Durunak finished reeling in his rock and hefted it now in his hand, wondering whether or not fishing for dragons with a rock would really work.

“What we need is a boat,” said Hulmar.

“You can do that yourself,” said Durunak, “I ain’t getting in no boat, especially not with a dragon ready to attack me in it and no where to go.”

“Let’s get a sheep,” said Leesarel, “Who wants to go get one.”

“I’ll go,” said Minlion, “I can probably find a shepherd, buy a sheep, and be back within a few hours.”

“I’ll go with him,” said Zurmak.

“Alright,” said Leesarel, “We will wait for you, don’t be long.”

Minlion set off northward, Zurmak following along behind him.  The other four companions watched them crest the hill and then disappear from sight.

“Now what?” said Hulmar.

“We watch and wait,” said Leesarel sitting down upon the ground.

They waited.  Durunak stood about thirty feet from the waters edge, casting stones into the lake and watching them dissapear.  Bo stood a little closer and did the same.  Hulmar stood silently nearby, bow in hand, his sharp elven eyes scanning the calm, black lake surface.  
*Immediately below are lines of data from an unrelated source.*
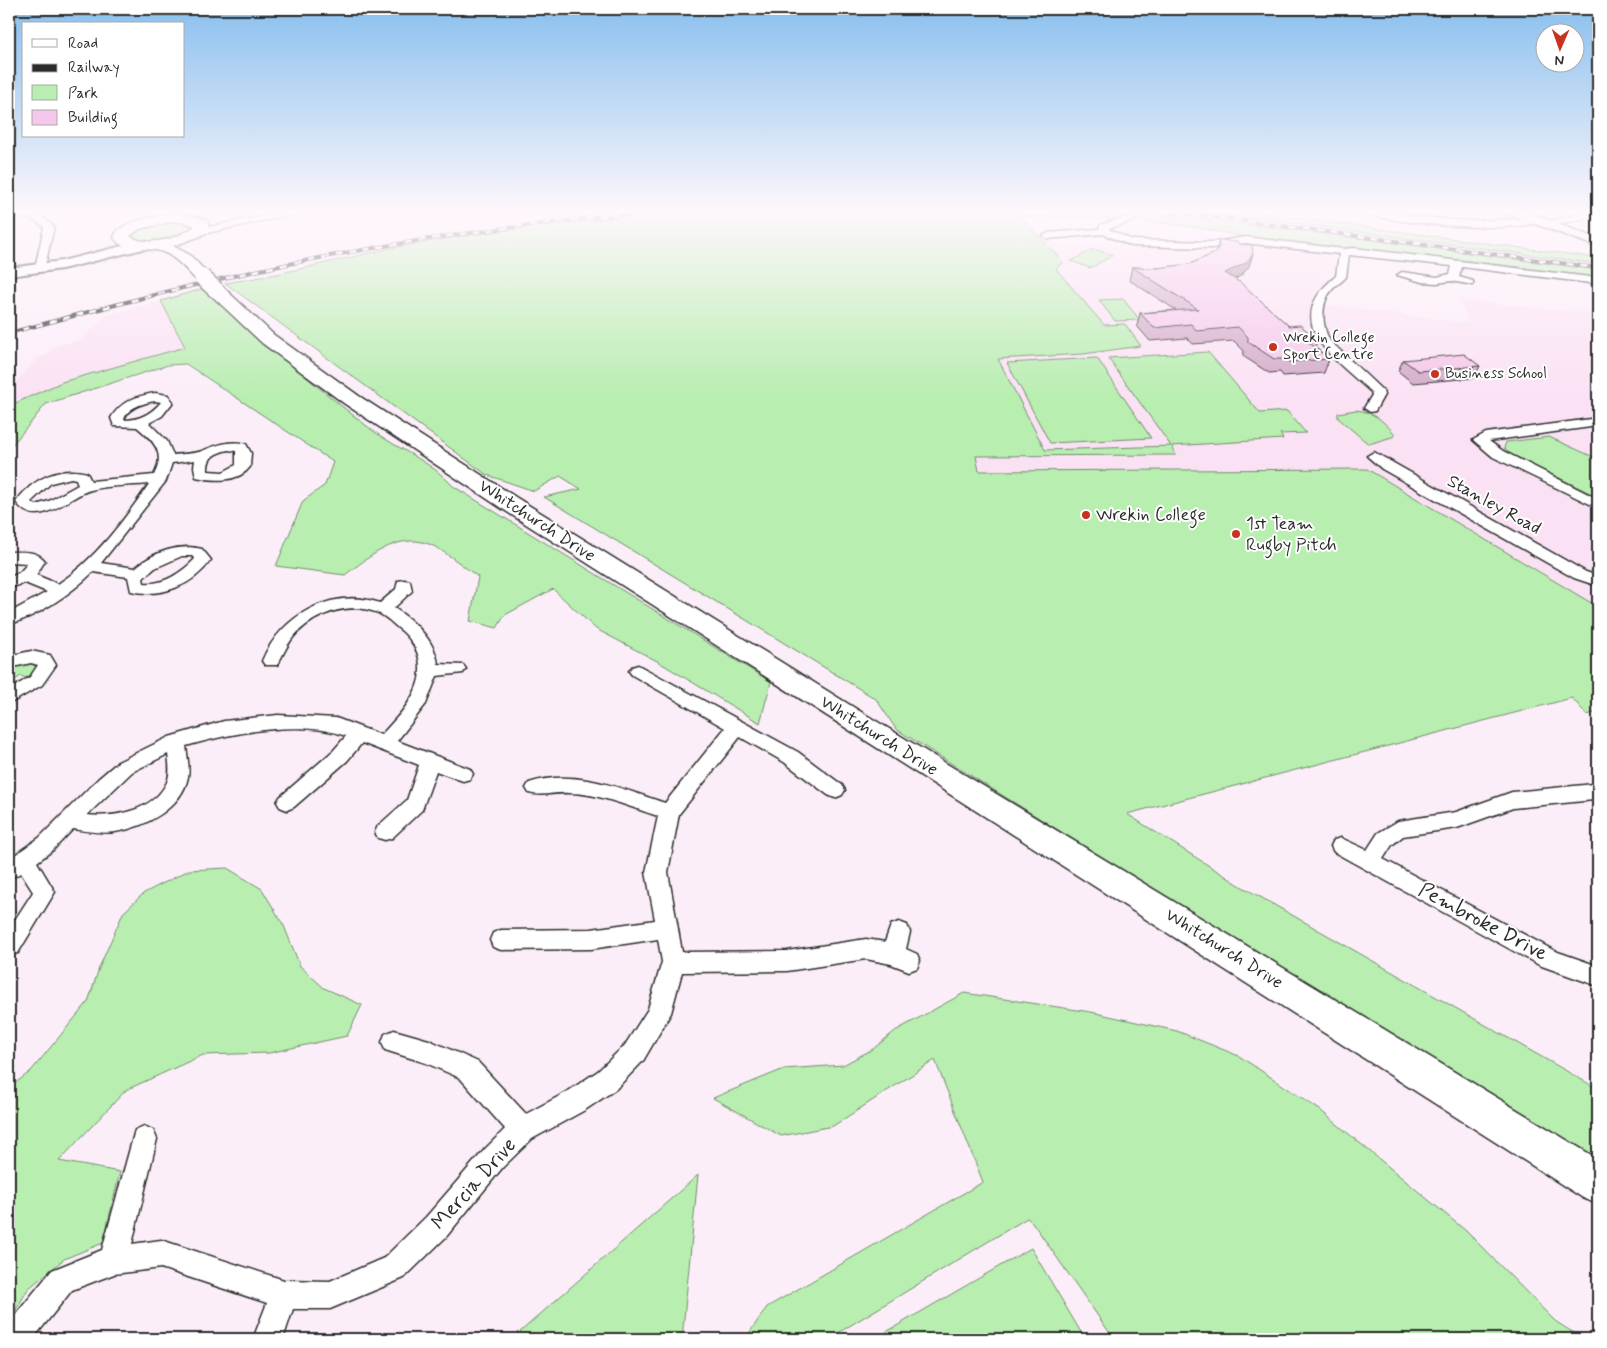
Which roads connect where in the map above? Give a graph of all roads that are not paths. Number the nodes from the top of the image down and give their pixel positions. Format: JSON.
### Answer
{"nodes":[{"id":1,"x":197,"y":272,"type":"edge"},
{"id":2,"x":1341,"y":272,"type":"edge"},
{"id":3,"x":1456,"y":272,"type":"edge"},
{"id":4,"x":1523,"y":272,"type":"edge"},
{"id":5,"x":1402,"y":275,"type":"dead end"},
{"id":6,"x":1452,"y":278,"type":"junction"},
{"id":7,"x":1598,"y":281,"type":"edge"},
{"id":8,"x":1469,"y":283,"type":"dead end"},
{"id":9,"x":1370,"y":408,"type":"dead end"},
{"id":10,"x":1598,"y":422,"type":"edge"},
{"id":11,"x":141,"y":423,"type":"dead end"},
{"id":12,"x":204,"y":455,"type":"dead end"},
{"id":13,"x":1374,"y":456,"type":"dead end"},
{"id":14,"x":167,"y":460,"type":"junction"},
{"id":15,"x":161,"y":478,"type":"junction"},
{"id":16,"x":86,"y":486,"type":"dead end"},
{"id":17,"x":1598,"y":504,"type":"edge"},
{"id":18,"x":9,"y":557,"type":"edge"},
{"id":19,"x":91,"y":567,"type":"junction"},
{"id":20,"x":138,"y":572,"type":"dead end"},
{"id":21,"x":26,"y":577,"type":"junction"},
{"id":22,"x":1598,"y":581,"type":"edge"},
{"id":23,"x":9,"y":583,"type":"edge"},
{"id":24,"x":404,"y":585,"type":"dead end"},
{"id":25,"x":60,"y":591,"type":"junction"},
{"id":26,"x":383,"y":609,"type":"junction"},
{"id":27,"x":9,"y":619,"type":"edge"},
{"id":28,"x":10,"y":657,"type":"edge"},
{"id":29,"x":271,"y":661,"type":"dead end"},
{"id":30,"x":457,"y":669,"type":"dead end"},
{"id":31,"x":429,"y":671,"type":"junction"},
{"id":32,"x":638,"y":671,"type":"dead end"},
{"id":33,"x":9,"y":698,"type":"edge"},
{"id":34,"x":736,"y":728,"type":"junction"},
{"id":35,"x":360,"y":733,"type":"junction"},
{"id":36,"x":176,"y":742,"type":"junction"},
{"id":37,"x":385,"y":742,"type":"junction"},
{"id":38,"x":430,"y":761,"type":"junction"},
{"id":39,"x":463,"y":774,"type":"dead end"},
{"id":40,"x":536,"y":788,"type":"dead end"},
{"id":41,"x":835,"y":790,"type":"dead end"},
{"id":42,"x":1594,"y":792,"type":"dead end"},
{"id":43,"x":287,"y":802,"type":"dead end"},
{"id":44,"x":669,"y":812,"type":"junction"},
{"id":45,"x":70,"y":820,"type":"junction"},
{"id":46,"x":385,"y":832,"type":"dead end"},
{"id":47,"x":1341,"y":846,"type":"dead end"},
{"id":48,"x":1370,"y":862,"type":"junction"},
{"id":49,"x":17,"y":865,"type":"edge"},
{"id":50,"x":668,"y":928,"type":"junction"},
{"id":51,"x":899,"y":932,"type":"dead end"},
{"id":52,"x":501,"y":940,"type":"dead end"},
{"id":53,"x":10,"y":946,"type":"edge"},
{"id":54,"x":673,"y":962,"type":"junction"},
{"id":55,"x":1598,"y":976,"type":"edge"},
{"id":56,"x":394,"y":1042,"type":"dead end"},
{"id":57,"x":523,"y":1130,"type":"junction"},
{"id":58,"x":144,"y":1139,"type":"dead end"},
{"id":59,"x":1598,"y":1183,"type":"edge"},
{"id":60,"x":114,"y":1260,"type":"junction"},
{"id":61,"x":284,"y":1294,"type":"junction"},
{"id":62,"x":15,"y":1339,"type":"edge"},
{"id":63,"x":268,"y":1339,"type":"edge"}],
"edges":[{"from":1,"to":59,"type":"main road","name":"Whitchurch Drive","bridge":true},
{"from":2,"to":9,"type":"street"},
{"from":3,"to":6,"type":"street"},
{"from":4,"to":7,"type":"street"},
{"from":5,"to":6,"type":"street"},
{"from":6,"to":8,"type":"street"},
{"from":10,"to":17,"type":"street"},
{"from":11,"to":14,"type":"street"},
{"from":12,"to":14,"type":"street"},
{"from":13,"to":22,"type":"street","name":"Stanley Road"},
{"from":14,"to":15,"type":"street"},
{"from":15,"to":16,"type":"street"},
{"from":15,"to":19,"type":"street"},
{"from":18,"to":21,"type":"street"},
{"from":19,"to":20,"type":"street"},
{"from":19,"to":25,"type":"street"},
{"from":21,"to":23,"type":"street"},
{"from":21,"to":25,"type":"street"},
{"from":24,"to":26,"type":"street"},
{"from":25,"to":27,"type":"street"},
{"from":26,"to":29,"type":"street"},
{"from":26,"to":31,"type":"street"},
{"from":28,"to":33,"type":"street"},
{"from":30,"to":31,"type":"street"},
{"from":31,"to":37,"type":"street"},
{"from":32,"to":34,"type":"street"},
{"from":34,"to":41,"type":"street"},
{"from":34,"to":44,"type":"street","name":"Mercia Drive"},
{"from":35,"to":36,"type":"street"},
{"from":35,"to":37,"type":"street"},
{"from":35,"to":43,"type":"street"},
{"from":36,"to":45,"type":"street"},
{"from":36,"to":45,"type":"street"},
{"from":37,"to":38,"type":"street"},
{"from":38,"to":39,"type":"street"},
{"from":38,"to":46,"type":"street"},
{"from":40,"to":44,"type":"street"},
{"from":42,"to":48,"type":"street"},
{"from":44,"to":50,"type":"street","name":"Mercia Drive"},
{"from":45,"to":49,"type":"street"},
{"from":47,"to":48,"type":"street","name":"Pembroke Drive"},
{"from":48,"to":55,"type":"street","name":"Pembroke Drive"},
{"from":49,"to":53,"type":"street"},
{"from":50,"to":52,"type":"street"},
{"from":50,"to":54,"type":"street","name":"Mercia Drive"},
{"from":51,"to":54,"type":"street"},
{"from":54,"to":57,"type":"street","name":"Mercia Drive"},
{"from":56,"to":57,"type":"street"},
{"from":57,"to":61,"type":"street","name":"Mercia Drive"},
{"from":58,"to":60,"type":"street"},
{"from":60,"to":61,"type":"street","name":"Mercia Drive"},
{"from":60,"to":62,"type":"street","name":"Mercia Drive"},
{"from":61,"to":63,"type":"street"}]}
Time passed slowly.  Durunak gave up on the rocks and sat down watching the lake.  Bo, somewhat bored, began to practice skipping stones across the water.  

Suddenly Leesarel jumped to her feet and drawing her bow in the same motion fired an arrow out over the water.  She had seen the small dragon head break the surface of the lake, watching them.  Her arrow hit the water near the head and skipped up and then shot down into the water.  She had missed.  The dragon’s small head disappeared.
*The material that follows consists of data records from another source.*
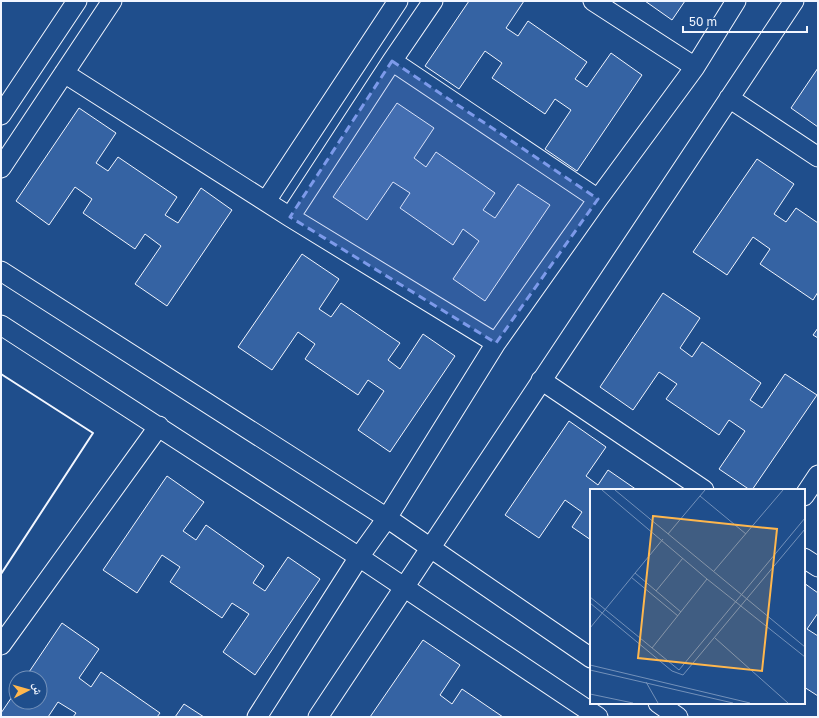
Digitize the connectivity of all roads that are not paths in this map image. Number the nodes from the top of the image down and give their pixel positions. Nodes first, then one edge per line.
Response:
1 (77, 1) edge
2 (112, 1) edge
3 (398, 1) edge
4 (433, 1) edge
5 (593, 1) edge
6 (736, 1) edge
7 (794, 1) edge
8 (392, 61) junction
9 (695, 67) junction
10 (64, 73) junction
11 (729, 98) junction
12 (1, 115) edge
13 (818, 157) edge
14 (1, 168) edge
15 (598, 199) junction
16 (266, 201) junction
17 (290, 217) junction
18 (1, 271) edge
19 (1, 325) edge
20 (496, 343) junction
21 (541, 380) junction
22 (159, 426) junction
23 (818, 475) edge
24 (703, 489) edge
25 (805, 494) edge
26 (387, 518) junction
27 (430, 548) junction
28 (359, 557) junction
29 (805, 559) edge
30 (818, 567) edge
31 (404, 587) junction
32 (1, 645) edge
33 (590, 657) edge
34 (659, 704) edge
35 (257, 717) edge
36 (318, 717) edge
37 (598, 717) edge
38 (678, 717) edge

1 - 12 street
2 - 10 street
3 - 16 street
4 - 8 street
5 - 9 street
6 - 9 street
7 - 11 street
8 - 15 street
8 - 17 street
9 - 15 street
10 - 14 street
10 - 16 street
11 - 13 street
11 - 21 street
15 - 20 street
16 - 17 street
17 - 20 street
18 - 26 street
19 - 22 street
20 - 26 street
21 - 24 street
21 - 27 street
22 - 28 street
22 - 32 street
23 - 25 street
26 - 27 street
26 - 28 street
27 - 31 street
27 - 33 street
28 - 31 street
28 - 35 street
29 - 30 street
31 - 36 street
31 - 37 street
34 - 38 street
She moved closer to the water in case it should resurface.  

“Do you see it,” she asked, “I saw it and then it was gone.”
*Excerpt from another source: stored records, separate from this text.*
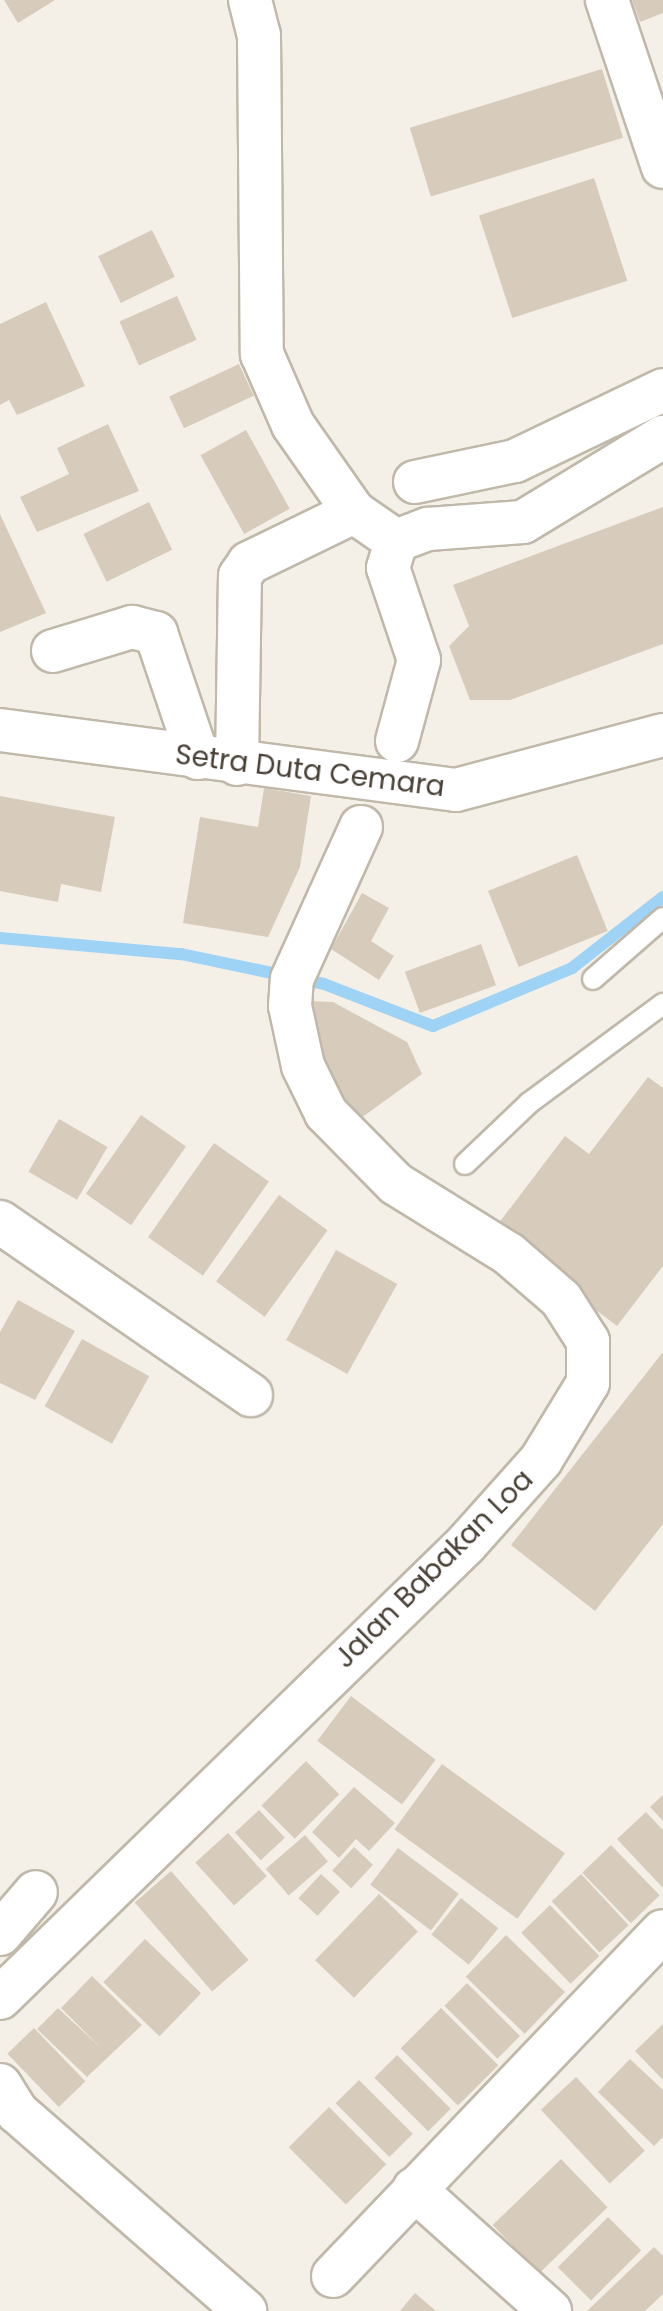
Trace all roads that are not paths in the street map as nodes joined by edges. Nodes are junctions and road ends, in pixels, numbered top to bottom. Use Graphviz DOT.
graph roads {
  1 [pos="250,0"];
  2 [pos="607,0"];
  3 [pos="663,167"];
  4 [pos="663,390"];
  5 [pos="663,437"];
  6 [pos="415,482"];
  7 [pos="354,512"];
  8 [pos="396,541"];
  9 [pos="53,651"];
  10 [pos="0,730"];
  11 [pos="663,735"];
  12 [pos="397,741"];
  13 [pos="218,761"];
  14 [pos="361,827"];
  15 [pos="663,918"];
  16 [pos="593,979"];
  17 [pos="663,1004"];
  18 [pos="465,1164"];
  19 [pos="0,1222"];
  20 [pos="251,1395"];
  21 [pos="36,1892"];
  22 [pos="663,1931"];
  23 [pos="0,1934"];
  24 [pos="0,1998"];
  25 [pos="0,2085"];
  26 [pos="414,2189"];
  27 [pos="333,2276"];
  28 [pos="245,2311"];
  29 [pos="550,2311"];
  1 -- 7 [label="street"];
  2 -- 3 [label="street"];
  4 -- 6 [label="street"];
  5 -- 8 [label="street"];
  7 -- 8 [label="street"];
  7 -- 13 [label="street"];
  8 -- 12 [label="street"];
  9 -- 13 [label="street"];
  10 -- 13 [label="street, Setra Duta Cemara"];
  11 -- 13 [label="street, Setra Duta Cemara"];
  14 -- 24 [label="street, Jalan Babakan Loa"];
  15 -- 16 [label="lane"];
  17 -- 18 [label="lane"];
  19 -- 20 [label="street"];
  21 -- 23 [label="street"];
  22 -- 26 [label="street"];
  25 -- 28 [label="street"];
  26 -- 27 [label="street"];
  26 -- 29 [label="street"];
}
“I see a dragon,” said Hulmar, “but it’s a different dragon.”  He pointed out and up into the sky.  Leesarel looked and saw it.  Durunak and Bo strained to see it but could make out little more than a black speck that could have been a bird.

“It took off from the other side of the lake about when you fired at the one dragon,” said Hulmar, “And now I think it is coming our way.”


----------



## Elder-Basilisk (Nov 26, 2003)

A big dragon would mean big trouble for the young adventurers, what will happen next? Tune in--hey, when can we tune in to get the update?


----------



## Broccli_Head (Nov 26, 2003)

Big Dragon for inexperienced adventurers = TPK


----------



## Darklone (Nov 27, 2003)

Broccli_Head said:
			
		

> Big Dragon for inexperienced adventurers = TPK



Depends how fast they run & hide


----------



## Wicht (Dec 2, 2003)

*Black Waters – Part 5*

The elves watched the new dragon as it drew closer.  It was, they decided, about the same size as the first dragon.  Its black wings scarcely moved as it floated through the sky.  Finally it began diving and gracefully landed on the island in the middle of the lake.  

The two elves watched it as it walked up and down the island’s beach for a few moments and then it dived into the water and disappeared from sight.  The party was so intent on watching this new dragon that they did not notice the small eyes of the other dragon once more watching them from only about twenty yards away.  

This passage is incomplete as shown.